Google Images Redesign Focuses on Shopping

Google

Some of you might have already noticed that, if you search for images in the Google browser on your PC and click on an image, you won’t be greeted by the same type of box that appeared in the middle of the screen, which showed you the larger version of the image you wanted. That image has moved to the right hand side of the screen but that is not the only change Google has implemented. 

By clicking on an image of a product, you will now get some information about it as well as a price and where to buy it. A feature much like this one was previously being tested back in March.

It was called ‘shoppable ads’ back then and broad search terms would usually deliver product images and links but now pretty much any search words will, one way or another, push shopping results your way, with Amazon items leading the effort. At least, Amazon was among most of the first results that appeared in Image Search regardless of what I was looking for. 
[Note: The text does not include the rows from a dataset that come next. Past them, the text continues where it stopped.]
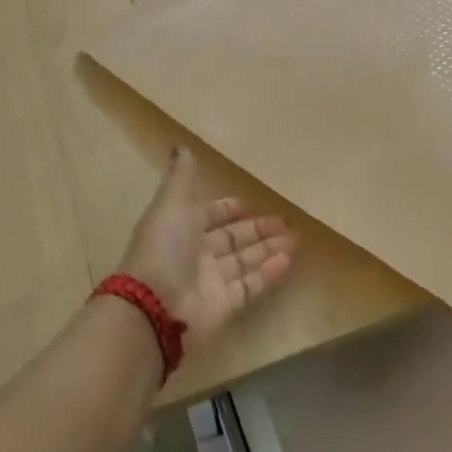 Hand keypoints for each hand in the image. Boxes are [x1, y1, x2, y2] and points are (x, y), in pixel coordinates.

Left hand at [118, 147, 297, 348]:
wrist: (155, 305)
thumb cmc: (165, 247)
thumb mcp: (172, 202)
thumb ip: (181, 177)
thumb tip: (179, 145)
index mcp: (181, 227)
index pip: (209, 215)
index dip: (228, 209)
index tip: (250, 203)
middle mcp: (196, 254)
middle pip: (232, 238)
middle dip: (257, 229)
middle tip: (285, 221)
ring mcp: (211, 281)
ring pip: (245, 261)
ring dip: (269, 249)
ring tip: (295, 239)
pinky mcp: (225, 306)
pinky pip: (250, 286)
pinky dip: (269, 273)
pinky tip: (288, 260) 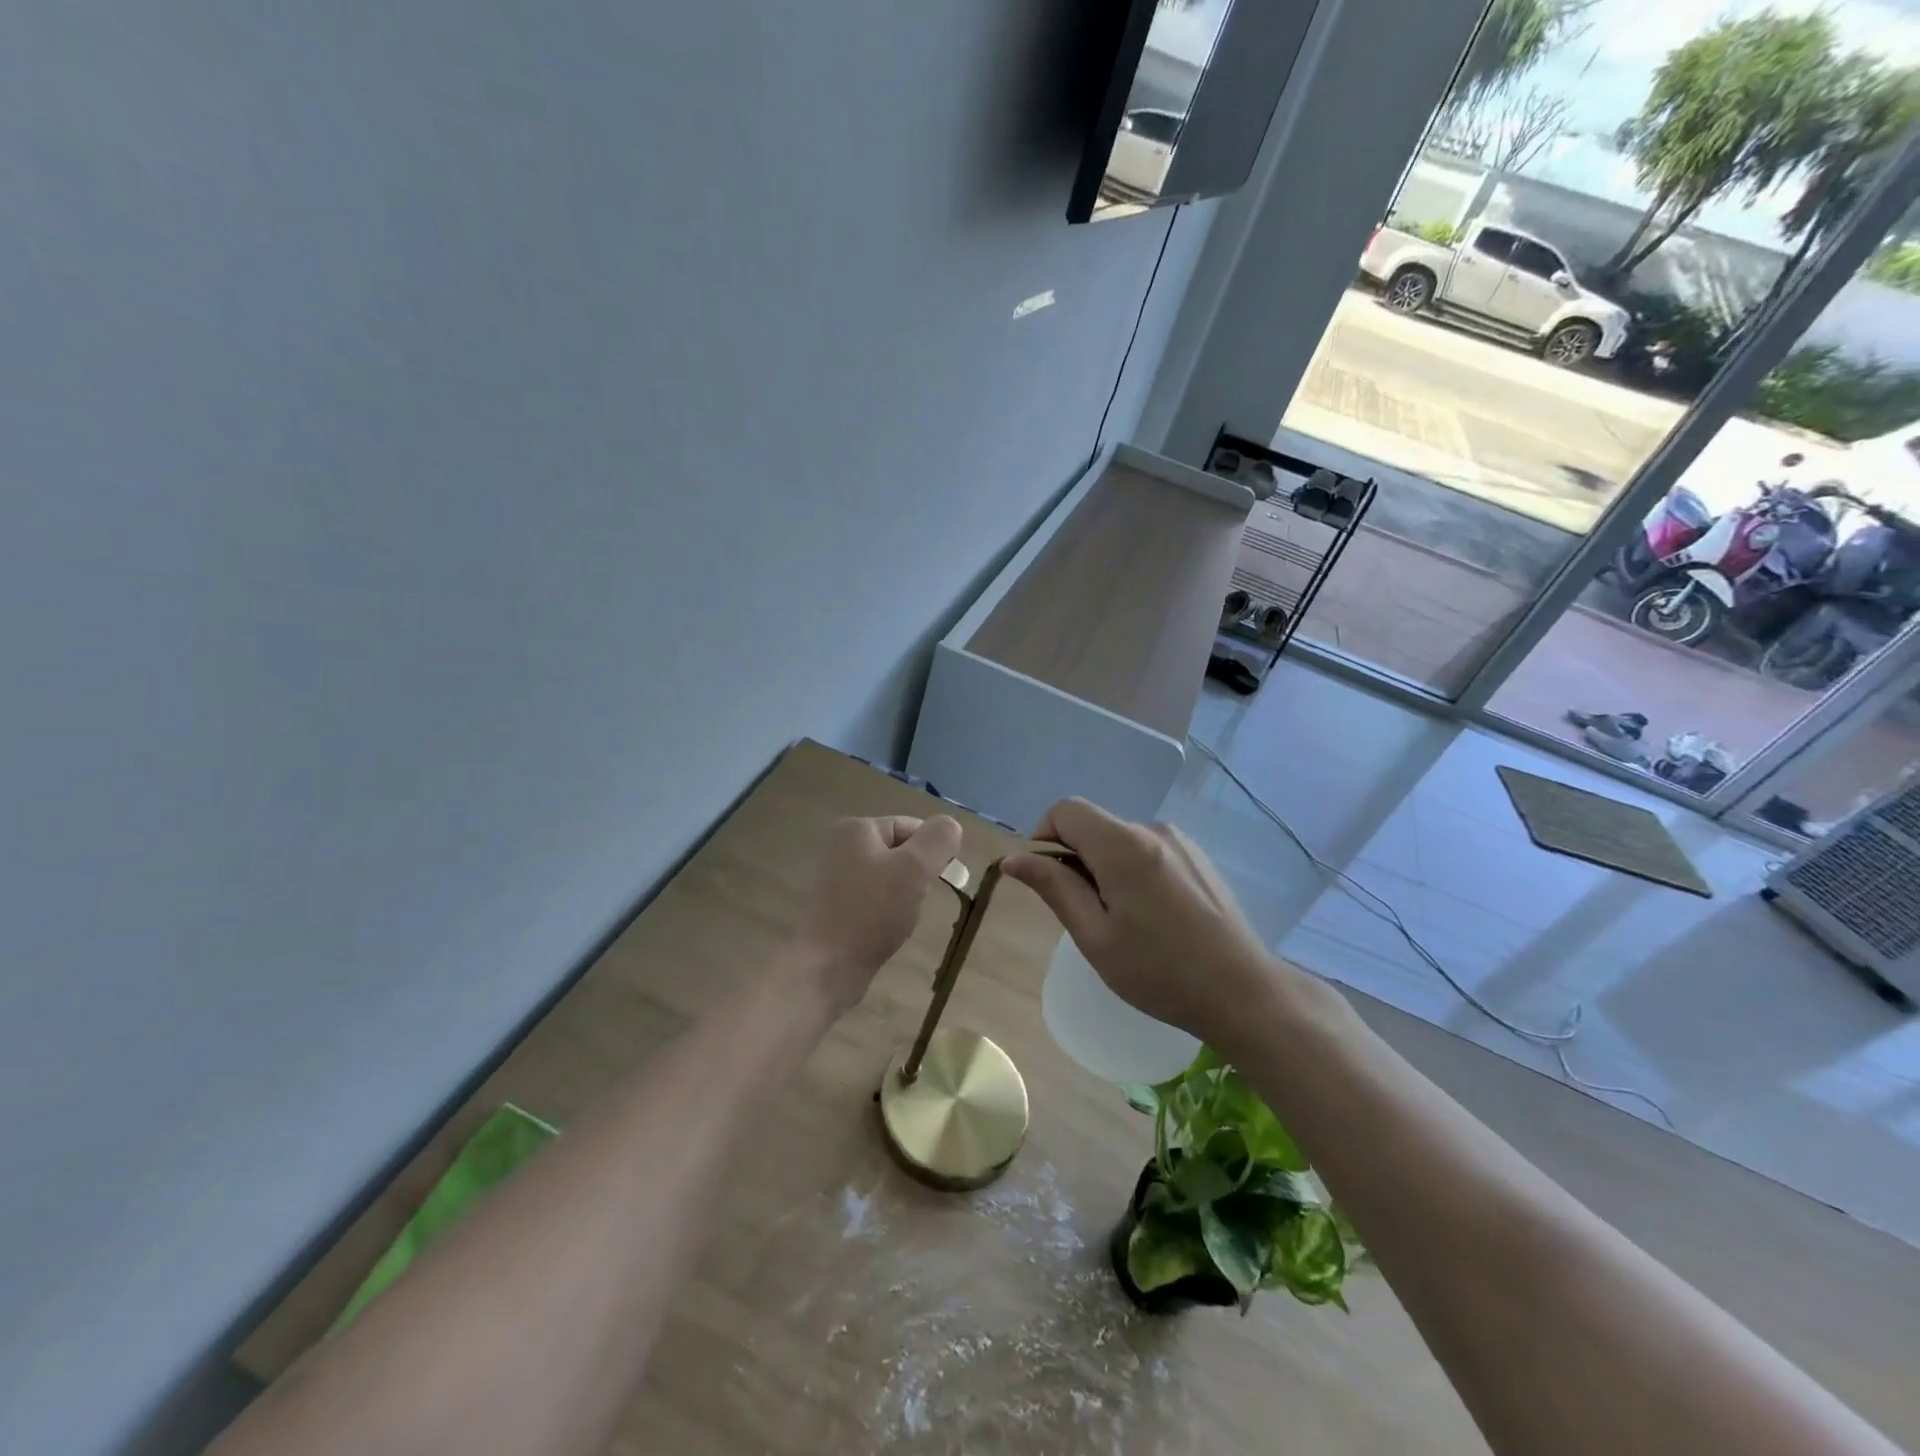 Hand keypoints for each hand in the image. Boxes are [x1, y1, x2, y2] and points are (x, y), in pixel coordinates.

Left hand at [797, 813, 962, 1013]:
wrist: (829, 966)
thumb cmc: (873, 911)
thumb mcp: (915, 868)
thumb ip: (938, 839)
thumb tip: (950, 825)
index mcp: (856, 829)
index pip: (910, 826)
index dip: (932, 850)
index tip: (941, 879)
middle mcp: (841, 846)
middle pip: (900, 851)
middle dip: (917, 874)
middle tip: (919, 898)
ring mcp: (836, 877)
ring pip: (890, 876)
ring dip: (905, 893)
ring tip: (902, 917)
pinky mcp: (836, 905)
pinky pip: (875, 897)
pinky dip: (887, 909)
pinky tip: (888, 928)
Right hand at [1003, 799, 1275, 1046]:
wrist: (1244, 993)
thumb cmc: (1160, 971)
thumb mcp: (1095, 936)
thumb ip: (1054, 888)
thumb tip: (1014, 858)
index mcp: (1123, 845)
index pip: (1065, 810)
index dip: (1044, 837)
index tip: (1049, 882)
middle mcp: (1152, 829)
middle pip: (1093, 824)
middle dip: (1075, 859)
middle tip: (1087, 914)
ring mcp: (1180, 841)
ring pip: (1119, 839)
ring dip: (1104, 867)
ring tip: (1123, 921)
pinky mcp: (1197, 857)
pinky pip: (1146, 850)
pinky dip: (1131, 871)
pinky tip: (1151, 916)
The Image Search tool doesn’t really see a lot of changes – it has most been kept the same since a while ago and we always have used it without thinking twice about it and going through the motions mechanically but now the company said that, aside from pushing the users to buy products from both physical stores or directly via the Google site, it will also allow them to do their shopping via YouTube videos. 

Excessive? It sounds like Google, especially if we consider the company has faced some problems two years ago as a result of its emphasis on shopping. Back then, the European Commission fined Google with 2.42 billion Euro (that is around $2.72 billion) for it. 

What Google has done is illegal under EU antitrust rules,” EU Competition Commissioner Margrethe Vestager said in a statement at the time. “It denied other companies the chance to compete on the merits and to innovate. And most importantly, it denied European consumers a genuine choice of services and the full benefits of innovation.”

That antitrust penalty the EU slammed on Google’s table is the biggest that has been applied to a single company, exceeding even the $1 billion fine it had previously delivered to Intel, back in 2009. 

However, the Google Images update is a bit of a grey area: a Google spokeswoman said of the change that the shopping information is merely the result of an organic search, not an information delivered via paid advertisements.